Make an exact copy of the entries below with the pictures removed.

▶ [Available data]
--------
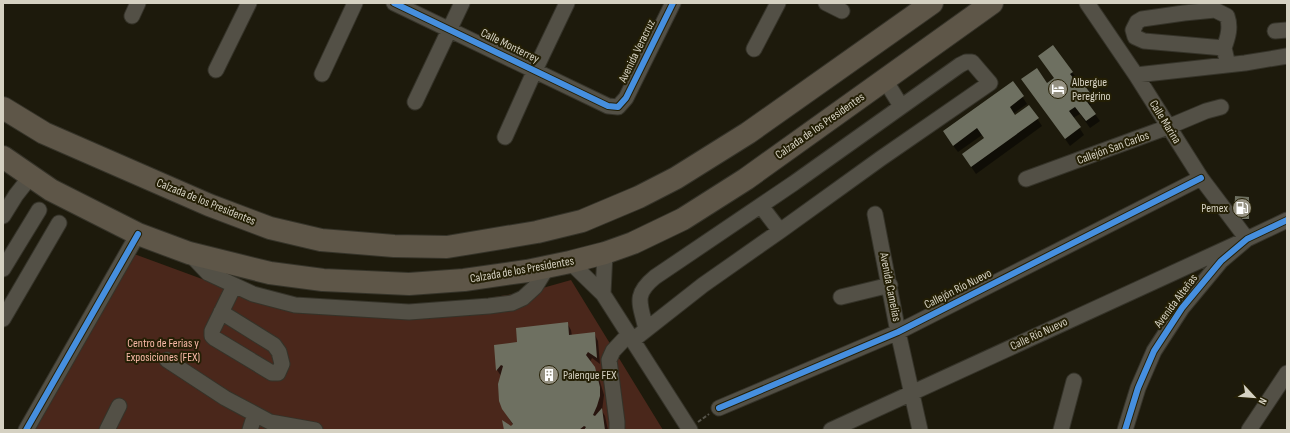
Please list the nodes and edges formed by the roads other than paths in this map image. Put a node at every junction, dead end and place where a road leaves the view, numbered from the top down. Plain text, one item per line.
1 (249, 3) edge
2 (355, 3) edge
3 (394, 3) edge
4 (462, 3) edge
5 (567, 3) edge
6 (673, 3) edge
7 (778, 3) edge
8 (826, 3) edge
9 (932, 3) edge
10 (992, 3) edge
11 (1087, 3) edge
12 (842, 11) dead end
13 (449, 29) junction
14 (1224, 48) junction
15 (754, 49) dead end
16 (1287, 56) edge
17 (1228, 65) junction
18 (216, 70) dead end
19 (535, 70) junction
20 (322, 74) dead end
21 (1136, 75) junction
22 (885, 80) junction
23 (414, 102) dead end
24 (901, 106) junction
25 (618, 107) joint
26 (1222, 107) dead end
27 (3, 108) edge
28 (1168, 127) junction
29 (505, 137) dead end
30 (3, 157) edge
31 (31, 176) junction
32 (1201, 178) junction
33 (1026, 179) dead end
34 (761, 206) junction
35 (39, 210) dead end
36 (876, 214) dead end
37 (3, 216) edge
38 (59, 223) dead end
39 (1284, 223) edge
40 (780, 231) junction
41 (138, 234) junction
42 (1247, 239) junction
43 (189, 253) junction
44 (605, 253) junction
45 (570, 262) junction
46 (548, 266) junction
47 (3, 269) edge
48 (890, 285) junction
49 (234, 286) junction
50 (603, 294) junction
51 (841, 297) dead end
52 (221, 312) junction
53 (3, 320) edge
54 (646, 329) junction
55 (898, 332) junction
56 (631, 337) junction
57 (167, 360) dead end
58 (1287, 373) edge
59 (1074, 381) dead end
60 (911, 393) junction
61 (118, 406) dead end
62 (719, 408) road end
63 (255, 414) junction
64 (689, 429) edge
65 (26, 430) edge
66 (107, 430) edge
67 (250, 430) edge
68 (315, 430) edge
69 (616, 430) edge
70 (831, 430) edge
71 (920, 430) edge
72 (1061, 430) edge
73 (1125, 430) edge
74 (1249, 430) edge

1 - 18 street
2 - 20 street
3 - 13 street, Calle Monterrey
4 - 13 street
5 - 19 street
6 - 25 street, Avenida Veracruz
7 - 15 street
8 - 12 street
9 - 27 highway, Calzada de los Presidentes
10 - 22 highway, Calzada de los Presidentes
11 - 21 street, Calle Marina
13 - 19 street, Calle Monterrey
13 - 23 street
14 - 14 street
14 - 17 street
16 - 17 street
17 - 21 street
19 - 25 street, Calle Monterrey
19 - 29 street
21 - 28 street, Calle Marina
22 - 24 street
22 - 44 highway, Calzada de los Presidentes
24 - 34 street
24 - 40 street
26 - 28 street, Callejón San Carlos
28 - 32 street, Calle Marina
28 - 33 street, Callejón San Carlos
30 - 31 highway, Calzada de los Presidentes
31 - 37 street
31 - 41 highway, Calzada de los Presidentes
32 - 42 street, Calle Marina
32 - 55 street, Callejón Río Nuevo
34 - 40 street
34 - 54 street
35 - 47 street
36 - 48 street, Avenida Camelias
38 - 53 street
39 - 42 street, Avenida Alteñas
40 - 54 street
41 - 43 highway, Calzada de los Presidentes
41 - 65 street
42 - 60 street, Calle Río Nuevo
42 - 73 street, Avenida Alteñas
43 - 46 highway, Calzada de los Presidentes
43 - 49 street
44 - 45 highway, Calzada de los Presidentes
44 - 50 street
45 - 46 highway, Calzada de los Presidentes
45 - 50 street
46 - 49 street
48 - 51 street
48 - 55 street, Avenida Camelias
49 - 52 street
50 - 56 street
52 - 52 street
54 - 56 street
55 - 60 street, Avenida Camelias
55 - 62 street, Callejón Río Nuevo
56 - 64 street
56 - 69 street
57 - 63 street
58 - 74 street
59 - 72 street
60 - 70 street, Calle Río Nuevo
60 - 71 street, Avenida Camelias
61 - 66 street
63 - 67 street
63 - 68 street

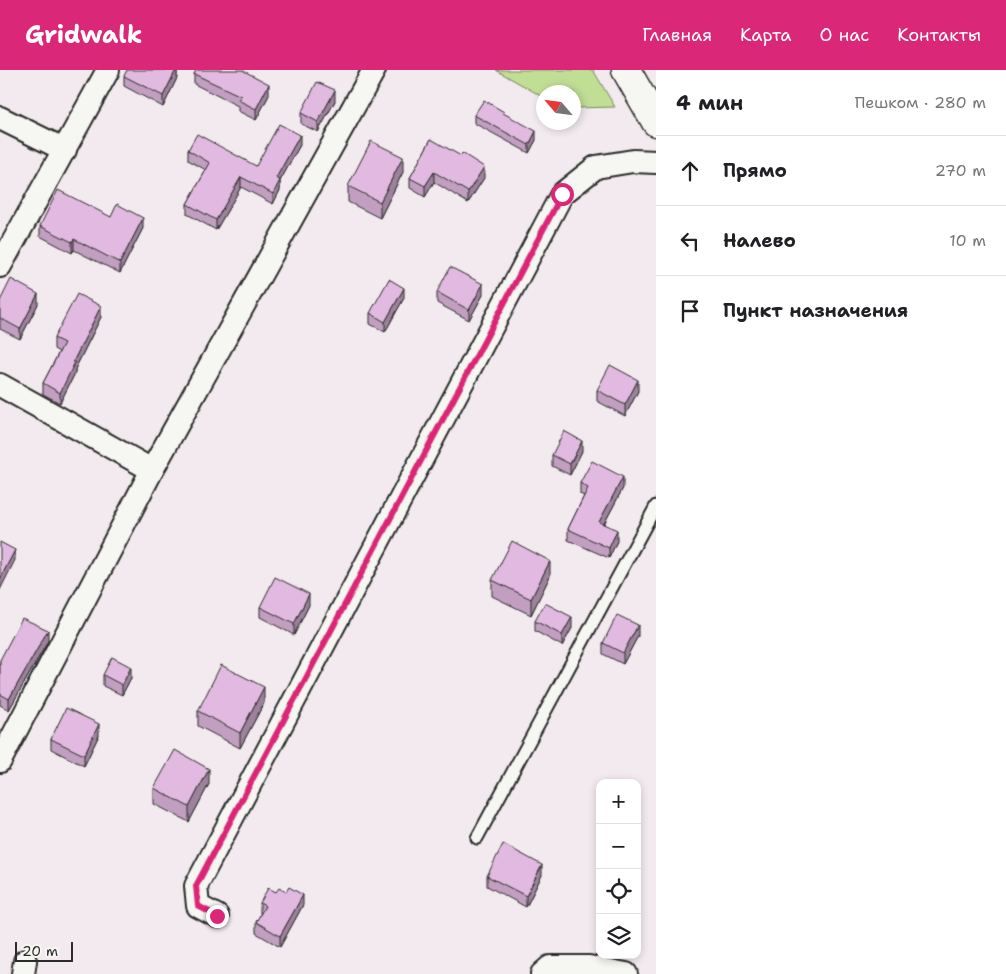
--------
▶ [Solution]
Please list the nodes and edges formed by the roads other than paths in this map image. Put a node at every junction, dead end and place where a road leaves the view, numbered from the top down. Plain text, one item per line.
1 (249, 3) edge
2 (355, 3) edge
3 (394, 3) edge
4 (462, 3) edge
5 (567, 3) edge
6 (673, 3) edge
7 (778, 3) edge
8 (826, 3) edge
9 (932, 3) edge
10 (992, 3) edge
11 (1087, 3) edge
12 (842, 11) dead end
13 (449, 29) junction
14 (1224, 48) junction
15 (754, 49) dead end
16 (1287, 56) edge
17 (1228, 65) junction
18 (216, 70) dead end
19 (535, 70) junction
20 (322, 74) dead end
21 (1136, 75) junction
22 (885, 80) junction
23 (414, 102) dead end
24 (901, 106) junction
25 (618, 107) joint
26 (1222, 107) dead end
27 (3, 108) edge
28 (1168, 127) junction
29 (505, 137) dead end
30 (3, 157) edge
31 (31, 176) junction
32 (1201, 178) junction
33 (1026, 179) dead end
34 (761, 206) junction
35 (39, 210) dead end
36 (876, 214) dead end
37 (3, 216) edge
38 (59, 223) dead end
39 (1284, 223) edge
40 (780, 231) junction
41 (138, 234) junction
42 (1247, 239) junction
43 (189, 253) junction
44 (605, 253) junction
45 (570, 262) junction
46 (548, 266) junction
47 (3, 269) edge
48 (890, 285) junction
49 (234, 286) junction
50 (603, 294) junction
51 (841, 297) dead end
52 (221, 312) junction
53 (3, 320) edge
54 (646, 329) junction
55 (898, 332) junction
56 (631, 337) junction
57 (167, 360) dead end
58 (1287, 373) edge
59 (1074, 381) dead end
60 (911, 393) junction
61 (118, 406) dead end
62 (719, 408) road end
63 (255, 414) junction
64 (689, 429) edge
65 (26, 430) edge
66 (107, 430) edge
67 (250, 430) edge
68 (315, 430) edge
69 (616, 430) edge
70 (831, 430) edge
71 (920, 430) edge
72 (1061, 430) edge
73 (1125, 430) edge
74 (1249, 430) edge

1 - 18 street
2 - 20 street
3 - 13 street, Calle Monterrey
4 - 13 street
5 - 19 street
6 - 25 street, Avenida Veracruz
7 - 15 street
8 - 12 street
9 - 27 highway, Calzada de los Presidentes
10 - 22 highway, Calzada de los Presidentes
11 - 21 street, Calle Marina
13 - 19 street, Calle Monterrey
13 - 23 street
14 - 14 street
14 - 17 street
16 - 17 street
17 - 21 street
19 - 25 street, Calle Monterrey
19 - 29 street
21 - 28 street, Calle Marina
22 - 24 street
22 - 44 highway, Calzada de los Presidentes
24 - 34 street
24 - 40 street
26 - 28 street, Callejón San Carlos
28 - 32 street, Calle Marina
28 - 33 street, Callejón San Carlos
30 - 31 highway, Calzada de los Presidentes
31 - 37 street
31 - 41 highway, Calzada de los Presidentes
32 - 42 street, Calle Marina
32 - 55 street, Callejón Río Nuevo
34 - 40 street
34 - 54 street
35 - 47 street
36 - 48 street, Avenida Camelias
38 - 53 street
39 - 42 street, Avenida Alteñas
40 - 54 street
41 - 43 highway, Calzada de los Presidentes
41 - 65 street
42 - 60 street, Calle Río Nuevo
42 - 73 street, Avenida Alteñas
43 - 46 highway, Calzada de los Presidentes
43 - 49 street
44 - 45 highway, Calzada de los Presidentes
44 - 50 street
45 - 46 highway, Calzada de los Presidentes
45 - 50 street
46 - 49 street
48 - 51 street
48 - 55 street, Avenida Camelias
49 - 52 street
50 - 56 street
52 - 52 street
54 - 56 street
55 - 60 street, Avenida Camelias
55 - 62 street, Callejón Río Nuevo
56 - 64 street
56 - 69 street
57 - 63 street
58 - 74 street
59 - 72 street
60 - 70 street, Calle Río Nuevo
60 - 71 street, Avenida Camelias
61 - 66 street
63 - 67 street
63 - 68 street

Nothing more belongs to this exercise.